Personal information
- Full name: Maximilian Thomas Charles Waller
- Born: 3 March 1988 (age 38) Salisbury, Wiltshire, England
- Height: 6 ft 0 in (1.83 m)
- Batting: Right-handed
- Bowling: Right-arm leg break

Domestic team information
- 2007–2022: Somerset (squad no. 10)
- 2019: Quetta Gladiators
- 2021: Southern Brave
- FC debut: 16 June 2009 Somerset v Sussex
- Last FC: 20 June 2018 Somerset v Surrey
- LA debut: 16 May 2009 Somerset v Kent
- Last LA: 7 August 2022 Somerset v Gloucestershire

Career statistics
| Competition | FC | LA | T20 |
| Matches | 9 | 59 | 144 |
| Runs scored | 91 | 118 | 106 |
| Batting average | 10.11 | 16.85 | 7.06 |
| 100s/50s | 0/0 | 0/0 | 0/0 |
| Top score | 28 | 25* | 17 |
| Balls bowled | 840 | 1,819 | 2,774 |
| Wickets | 10 | 45 | 139 |
| Bowling average | 49.30 | 37.97 | 24.44 |
| 5 wickets in innings | 0 | 0 | 0 |
| 10 wickets in match | 0 | 0 | 0 |
| Best bowling | 3/33 | 3/37 | 4/16 |
| Catches/stumpings | 5/– | 32/– | 86/– |
- Source: ESPNcricinfo, 7 August 2022

= Max Waller =

English cricketer

Maximilian Thomas Charles Waller (born 3 March 1988) is an English professional cricketer who played first-class, List A and Twenty20 cricket for the Somerset County Cricket Club.
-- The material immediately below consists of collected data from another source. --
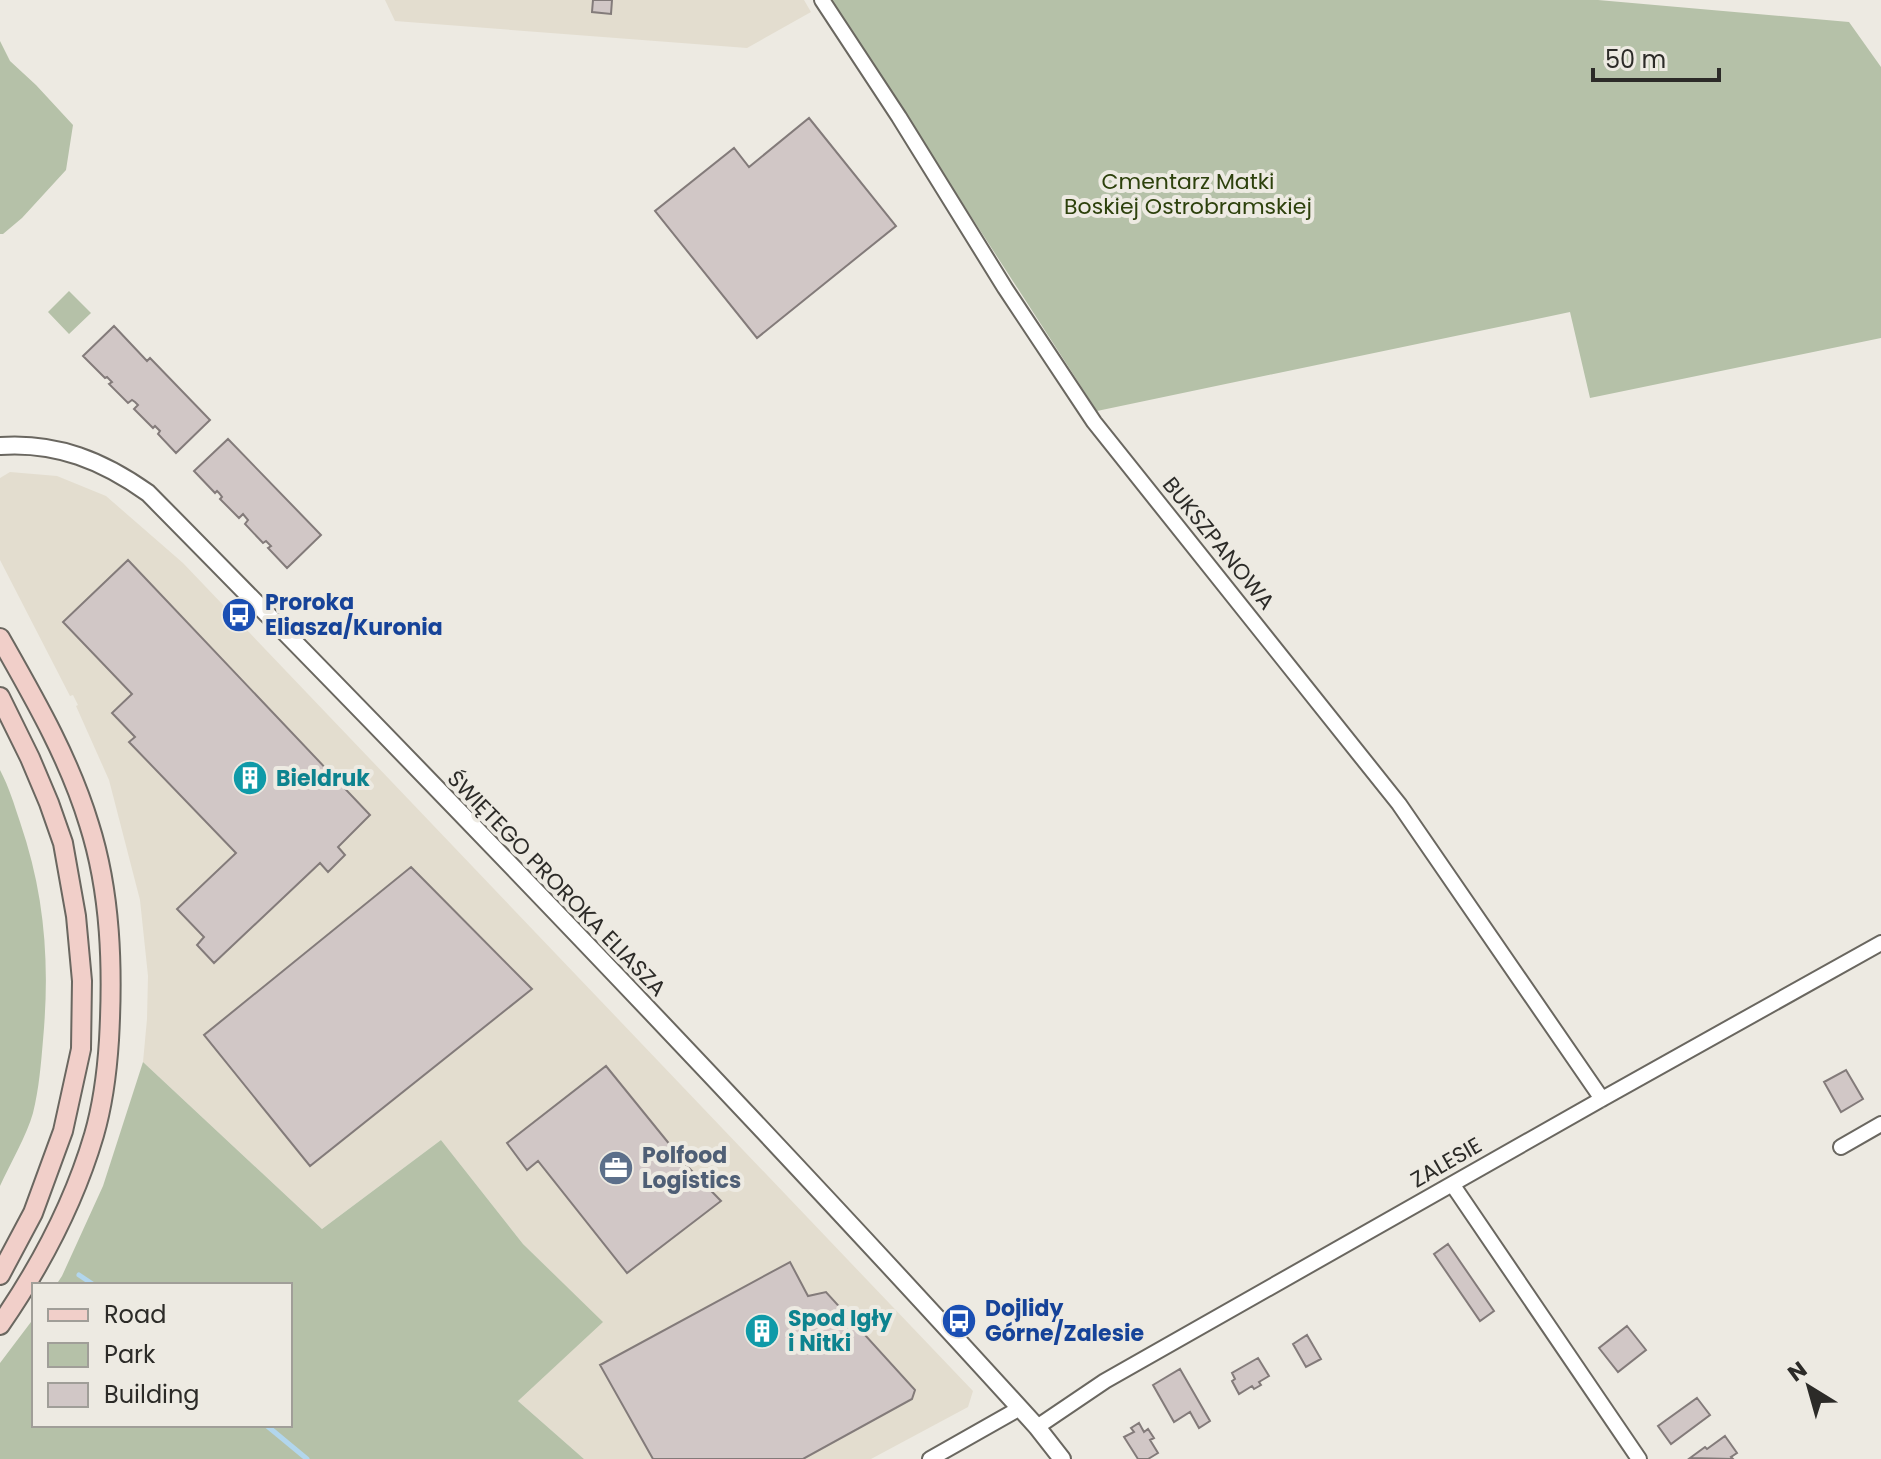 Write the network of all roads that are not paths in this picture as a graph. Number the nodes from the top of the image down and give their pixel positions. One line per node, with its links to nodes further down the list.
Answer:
1 (822, 0): 6 (street, BUKSZPANOWA)
2 (0, 446): 12 (street, ŚWIĘTEGO PROROKA ELIASZA)
3 (0, 638): 11 (main road)
4 (0, 697): 10 (main road)
5 (1881, 943): 6 (street, ZALESIE)
6 (1602, 1099): 9 (street, ZALESIE)
7 (1881, 1124): 8 (street)
8 (1841, 1147)
9 (1452, 1184): 13 (street, ZALESIE); 16 (street)
10 (0, 1275)
11 (0, 1325)
12 (1020, 1408): 13 (street, ŚWIĘTEGO PROROKA ELIASZA); 14 (street)
13 (1037, 1427): 15 (street, ŚWIĘTEGO PROROKA ELIASZA)
14 (930, 1459)
15 (1062, 1459)
16 (1639, 1459) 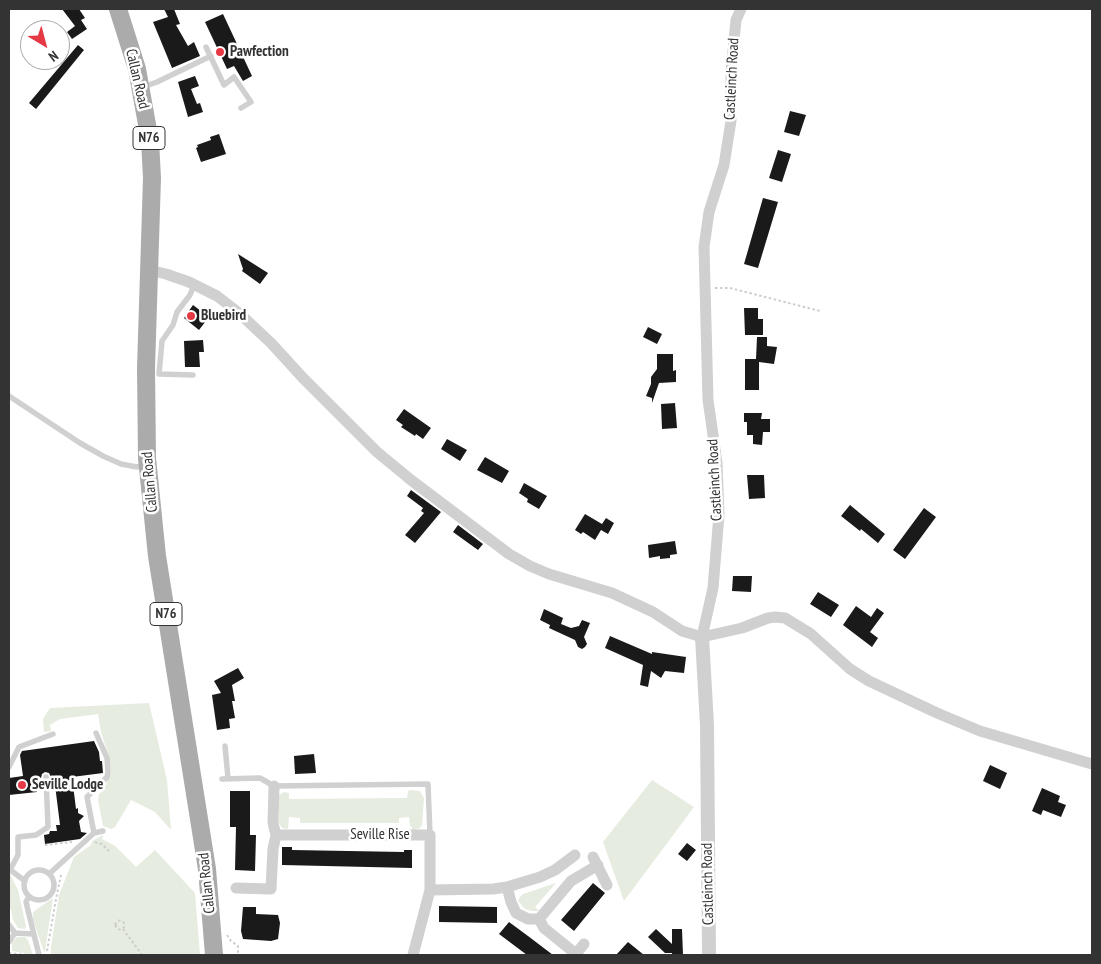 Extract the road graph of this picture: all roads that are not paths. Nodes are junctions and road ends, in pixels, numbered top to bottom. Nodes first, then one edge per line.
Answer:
1 (118, 9) edge
2 (741, 9) edge
3 (206, 47) dead end
4 (210, 56) junction
5 (141, 88) junction
6 (241, 108) dead end
7 (149, 270) junction
8 (194, 285) junction
9 (193, 375) dead end
10 (9, 396) edge
11 (148, 465) junction
12 (702, 637) junction
13 (96, 733) dead end
14 (53, 734) dead end
15 (225, 746) dead end
16 (1092, 764) edge
17 (9, 767) edge
18 (46, 777) dead end
19 (274, 786) junction
20 (103, 831) dead end
21 (276, 835) junction
22 (430, 836) junction
23 (94, 837) junction
24 (575, 855) dead end
25 (9, 869) edge
26 (49, 874) junction
27 (25, 881) junction
28 (607, 885) dead end
29 (507, 887) junction
30 (236, 888) dead end
31 (430, 890) junction
32 (29, 896) junction
33 (539, 919) junction
34 (9, 925) edge
35 (14, 933) junction
36 (33, 934) junction
37 (9, 942) edge
38 (584, 944) dead end
39 (39, 955) edge
40 (214, 955) edge
41 (413, 955) edge
42 (575, 955) edge
43 (709, 955) edge

1 - 5 main road, Callan Road / N76
2 - 12 street, Castleinch Road
3 - 4 lane
4 - 5 lane
4 - 6 lane
5 - 7 main road, Callan Road / N76
7 - 8 street
7 - 11 main road, Callan Road / N76
8 - 9 lane
8 - 12 street
10 - 11 lane
11 - 40 main road, Callan Road / N76
12 - 16 street
12 - 43 street, Castleinch Road
13 - 23 lane
14 - 17 lane
15 - 19 lane
18 - 25 lane
19 - 21 street
19 - 22 lane
20 - 23 lane
21 - 22 street, Seville Rise
21 - 30 street
22 - 31 street, Seville Rise
23 - 26 lane
24 - 29 street
25 - 27 lane
26 - 27 lane
26 - 32 lane
27 - 32 lane
28 - 33 street
29 - 31 street
29 - 33 street
31 - 41 street, Seville Rise
32 - 36 lane
33 - 42 street
34 - 35 lane
35 - 36 lane
35 - 37 lane
36 - 39 lane
38 - 42 street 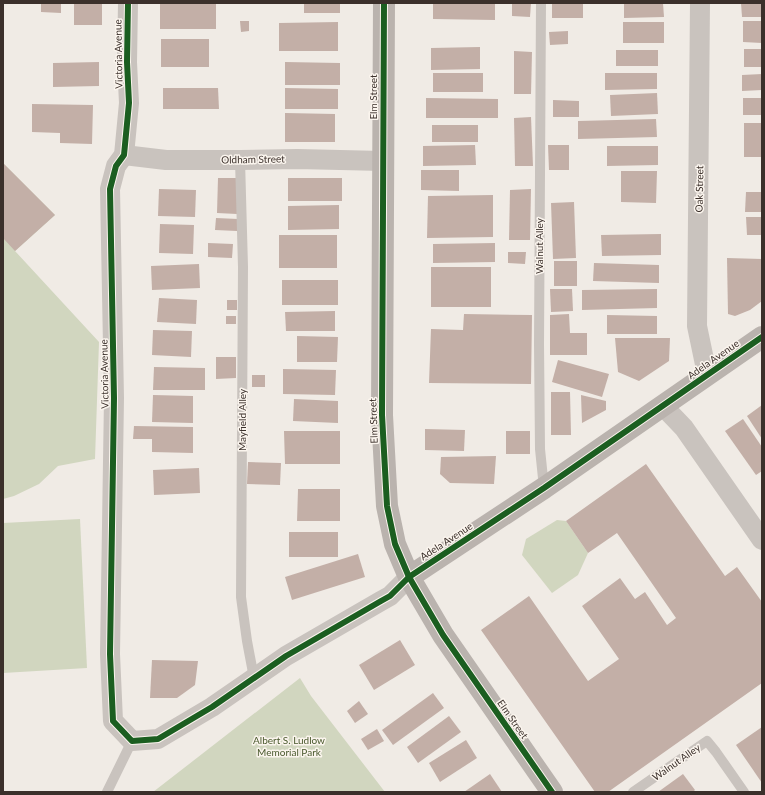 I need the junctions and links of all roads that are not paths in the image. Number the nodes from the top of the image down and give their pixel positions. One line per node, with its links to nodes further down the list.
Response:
1 (128, 3): 5 (street, Victoria Avenue)
2 (384, 3): 7 (main road, Elm Street)
3 (541, 3): 11 (lane, Walnut Alley)
4 (700, 3): 9 (street, Oak Street)
5 (124, 154): 6 (street, Oldham Street); 15 (street, Victoria Avenue)
6 (240, 160): 7 (street, Oldham Street); 14 (lane, Mayfield Alley)
7 (383, 161): 13 (main road, Elm Street)
8 (762, 337): 9 (main road, Adela Avenue)
9 (707, 374): 10 (main road, Adela Avenue)
10 (663, 406): 11 (main road, Adela Avenue); 12 (street)
11 (544, 488): 13 (main road, Adela Avenue)
12 (761, 536)
13 (409, 576): 14 (street, Adela Avenue); 17 (main road, Elm Street)
14 (254, 678): 15 (street, Adela Avenue)
15 (132, 741): 16 (lane)
16 (107, 792)
17 (552, 792)
18 (633, 792): 19 (lane, Walnut Alley)
19 (744, 792) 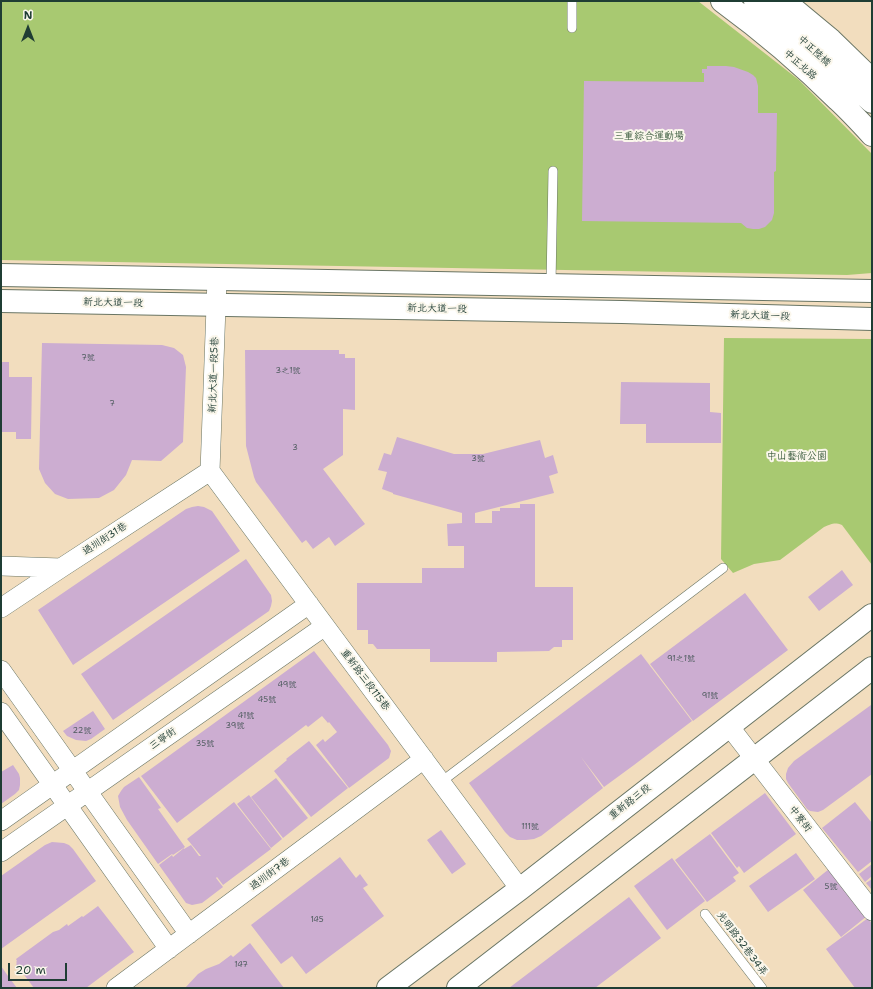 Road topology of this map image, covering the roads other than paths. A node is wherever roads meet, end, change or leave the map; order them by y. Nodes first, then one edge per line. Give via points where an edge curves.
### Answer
1 (572, 1) edge
2 (722, 1) edge
3 (755, 1) edge
4 (784, 1) edge
5 (572, 28) dead end
6 (872, 80) edge
7 (872, 102) edge
8 (872, 135) edge
9 (553, 171) dead end
10 (1, 275) edge
11 (217, 279) junction
12 (551, 285) junction
13 (872, 291) edge
14 (1, 301) edge
15 (216, 305) junction
16 (872, 319) edge
17 (210, 471) junction
18 (1, 566) edge
19 (61, 568) junction
20 (723, 568) dead end
21 (309, 604) junction
22 (1, 608) edge
23 (872, 615) edge
24 (325, 626) junction
25 (872, 668) edge
26 (1, 670) edge
27 (1, 712) edge
28 (729, 726) junction
29 (424, 759) junction
30 (754, 759) junction
31 (72, 771) junction
32 (441, 782) junction
33 (52, 785) junction
34 (87, 792) junction
35 (67, 806) junction
36 (1, 821) edge
37 (1, 852) edge
38 (520, 889) junction
39 (871, 908) edge
40 (705, 914) dead end
41 (189, 934) junction
42 (169, 949) junction
43 (116, 988) edge
44 (388, 988) edge
45 (458, 988) edge
46 (762, 988) edge

1 - 5 lane
2 - 8 street, 中正北路 via 793,58 839,100
3 - 7 street, 中正陸橋 via 779,19
4 - 6 street via 831,40
9 - 12 lane
10 - 11 street
11 - 12 street
11 - 15 street, 新北大道一段5巷
12 - 13 street
14 - 15 street, 新北大道一段
15 - 16 street, 新北大道一段
15 - 17 street, 新北大道一段5巷
17 - 19 street, 過圳街31巷
17 - 21 street, 重新路三段115巷
18 - 19 street
19 - 22 street, 過圳街31巷
20 - 32 lane
21 - 24 street, 重新路三段115巷
21 - 31 street
23 - 28 street, 重新路三段
24 - 29 street, 重新路三段115巷
24 - 34 street, 三寧街
25 - 30 street
26 - 31 street
27 - 33 street
28 - 30 street, 中寮街
28 - 38 street, 重新路三段
29 - 32 street, 重新路三段115巷
29 - 41 street, 過圳街7巷
30 - 39 street, 中寮街
30 - 45 street
31 - 33 street
31 - 34 street
32 - 38 street, 重新路三段115巷
33 - 35 street
33 - 36 street
34 - 35 street, 三寧街
34 - 41 street
35 - 37 street, 三寧街
35 - 42 street
38 - 44 street, 重新路三段
40 - 46 lane, 光明路32巷34弄
41 - 42 street, 過圳街7巷
42 - 43 street, 過圳街7巷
He was a right-handed batsman and a leg break bowler.

In 2007 and 2008, Waller played for Somerset 2nd XI, making his 1st XI debut in the 2009 Twenty20 competition. Waller was named 2nd X1 Player of the Year in 2011.

2017 saw Waller continue his run in white ball cricket in the NatWest T20 Blast. Somerset qualified for the T20 Blast finals day in 2018. Waller claimed his 100th wicket for the club, becoming only the second after Alfonso Thomas to do so.

In 2019, Waller was signed by Pakistan Super League team Quetta Gladiators as cover for Sunil Narine, who was injured.

At the end of the 2022 season, Waller announced his retirement from professional cricket. He was the leading all time wicket taker for Somerset in T20 cricket.